As business-to-business (B2B) data transfers continue to grow, ransomware continues to grow at the same time, according to Russ Boyer, Amazon Web Services (AWS) principal product solution architect for AWS Transfer Family.
To reduce the risk of infiltration, extortion and data loss, organizations are modernizing their file transfer strategy, he pointed out Aug. 16, during the webinar “Antivirus for Managed File Transfers.”
During the webinar, he and Ed Casmer, founder and CTO of Cloud Storage Security, discussed how to leverage fully managed file transfers over SFTP, FTPS, FTP and AS2 protocols and scanning file exchange workloads as part of the cloud-based data transfer process.
The AWS Transfer Family “securely scales your recurring business-to-business file transfers to AWS Storage services using” those four protocols. It also “securely scales your recurring business-to-business file transfers to AWS Storage services using” the same protocols.

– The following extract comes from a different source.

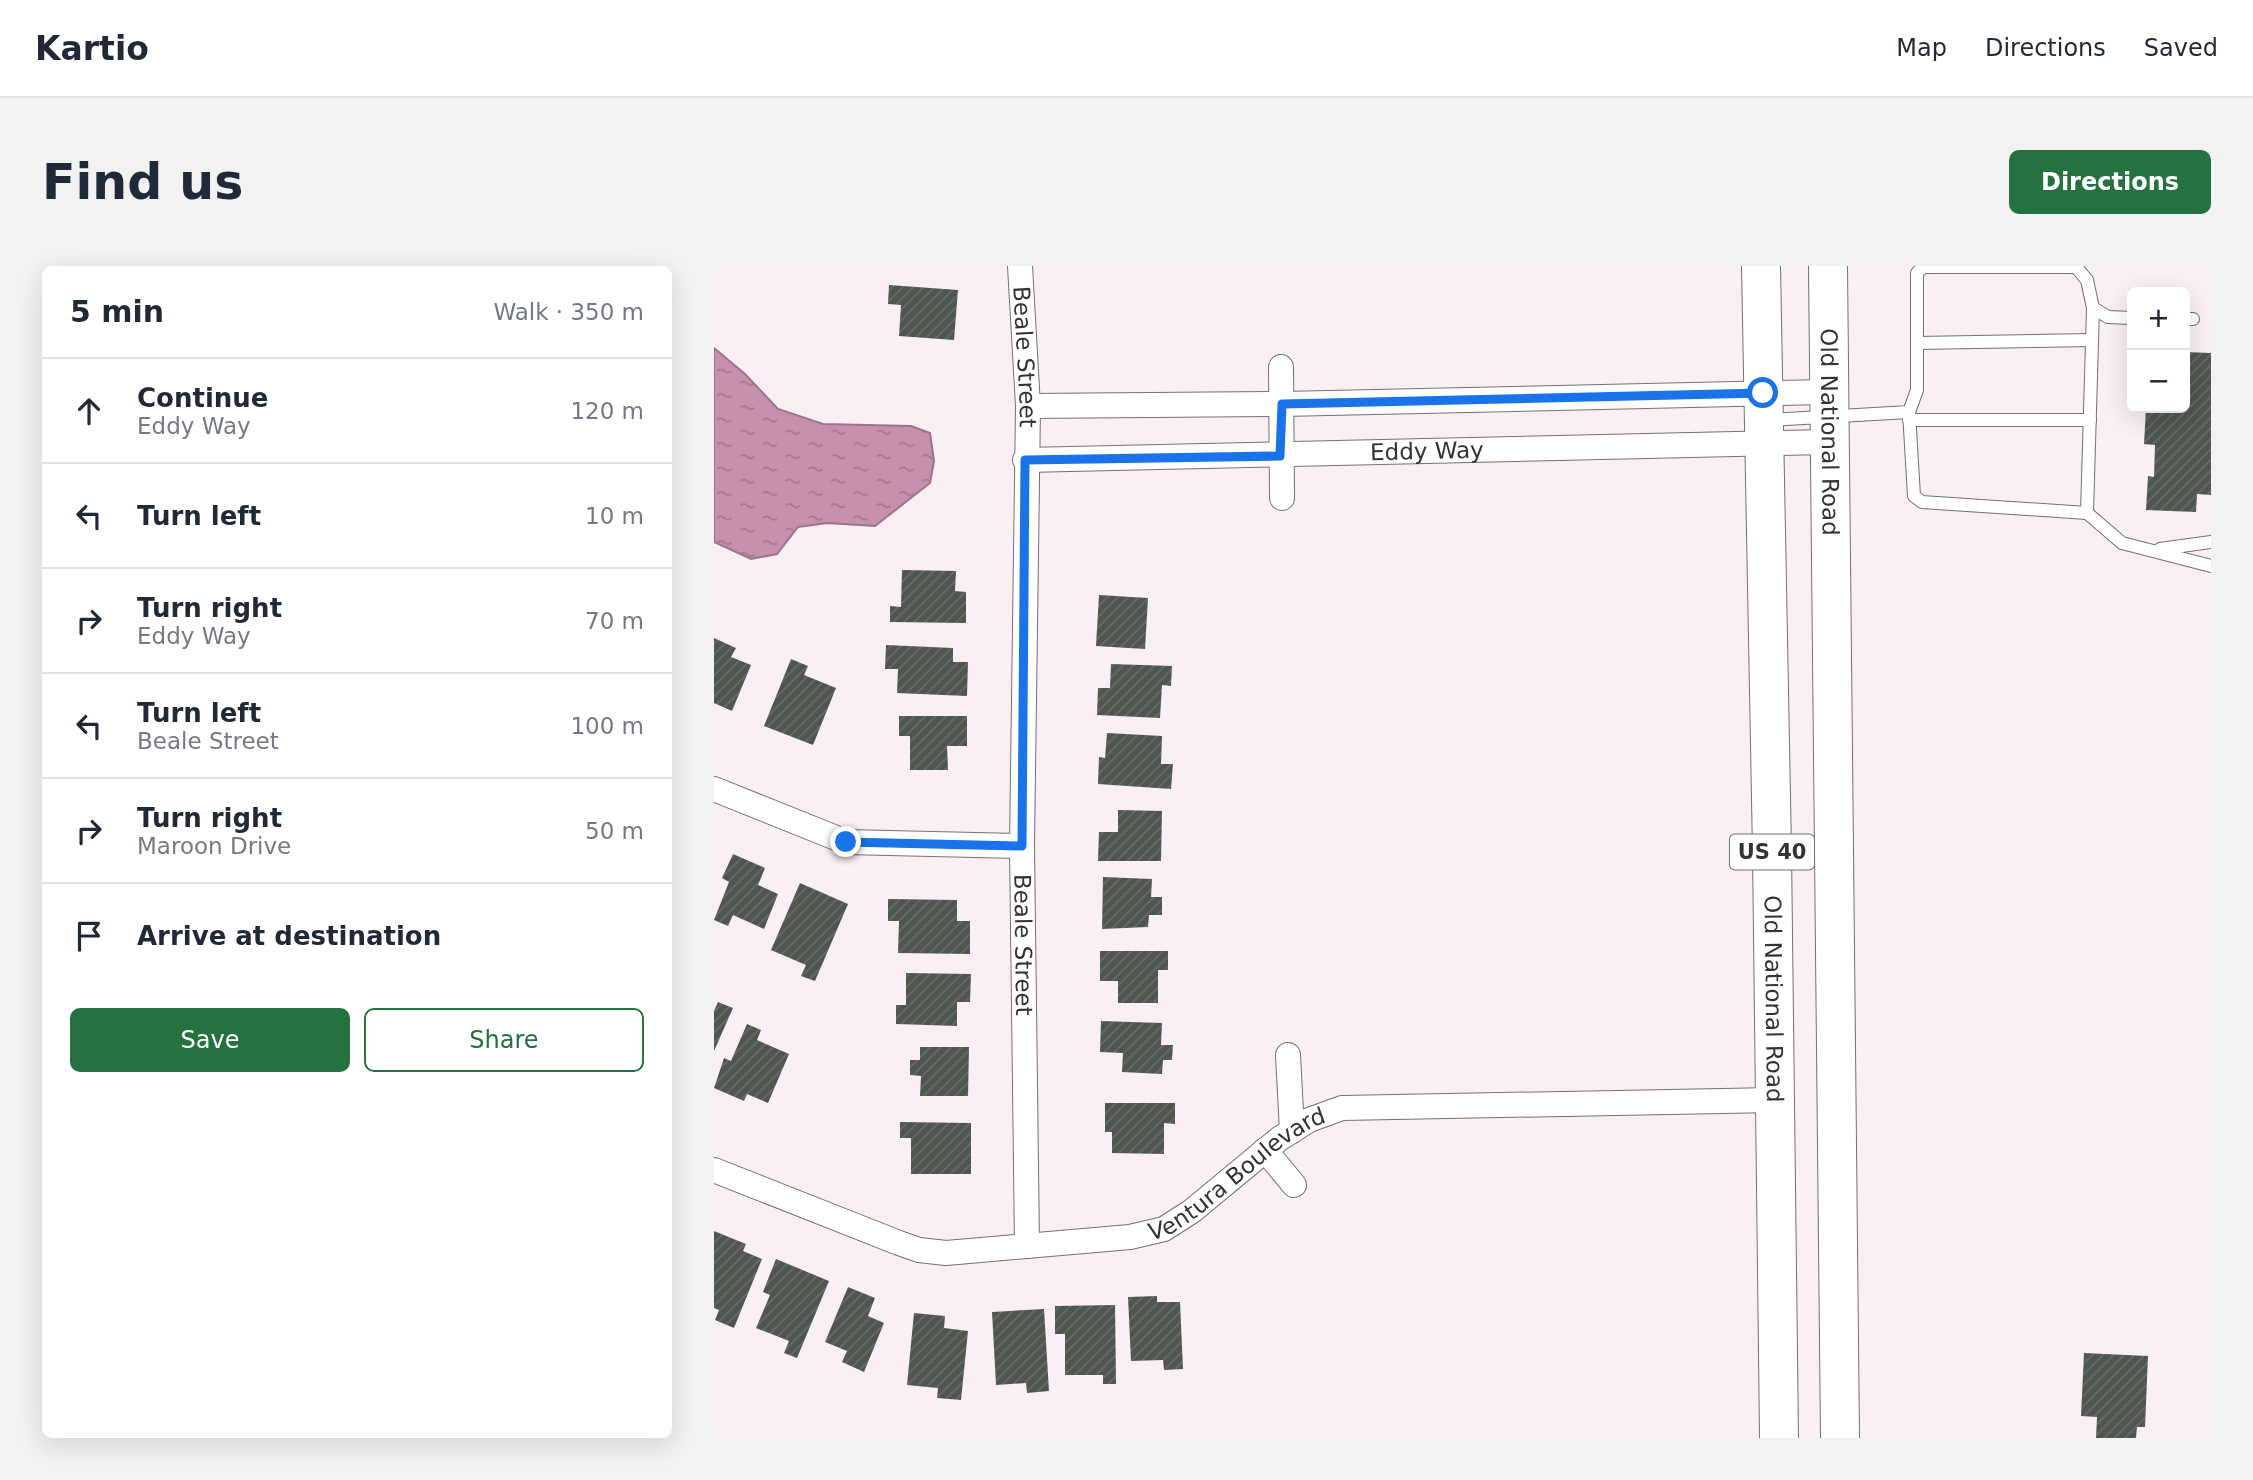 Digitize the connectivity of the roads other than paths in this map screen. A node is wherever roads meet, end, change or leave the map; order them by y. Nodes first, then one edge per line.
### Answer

Those who watched the webinar were able to learn how to: securely move their file exchange workloads to AWS storage, manage file transfers from one place, easily scan files for ransomware and other malicious code, and ensure only clean data is allowed for use – all without impacting end users or application integrations.
“Storage is such a critical piece to the cloud environment these days,” Casmer told viewers at the start of the webinar. “And storage in the realm of managed file transfers is also a critical piece,” he said.
He predicted: “If we look at some of the analyst information out there, there’s over $2 billion of spend coming over the next few years in managed file transfer alone. Still over 50 percent of system-to -system transfers happen at the file level.”
But he said: “if you don’t have that control, then it can get a little loose. When you look at why cloud storage security is partnering with AWS and the Transfer Family team to deliver a secure file transfer process, it’s because we’re out in the industry doing this today in the cloud storage space with all of our customers.”
Boyer then noted: “We have hundreds of customers and billions of files scanned. And across that base, right now, over half of our customers have found malicious content in their cloud storage. And this doesn’t matter where the storage comes from. But it’s just a big revealer of why it’s important to create this and put this together.”
Part of the reason AWS decided to have this webinar is because “we’ve just announced and released our transfer family integration,” Boyer told viewers. “This is a marketplace deployment [and] very simple to do,” he said.
“If you look at our history, we started in 2020 right at the beginning of the pandemic, so that was a fun time,” he said. “But if you look over all these milestones that have happened in the last three, three and a half years, we’ve really leaned into this relationship and we’re really keen on protecting the cloud storage that exists inside of AWS.”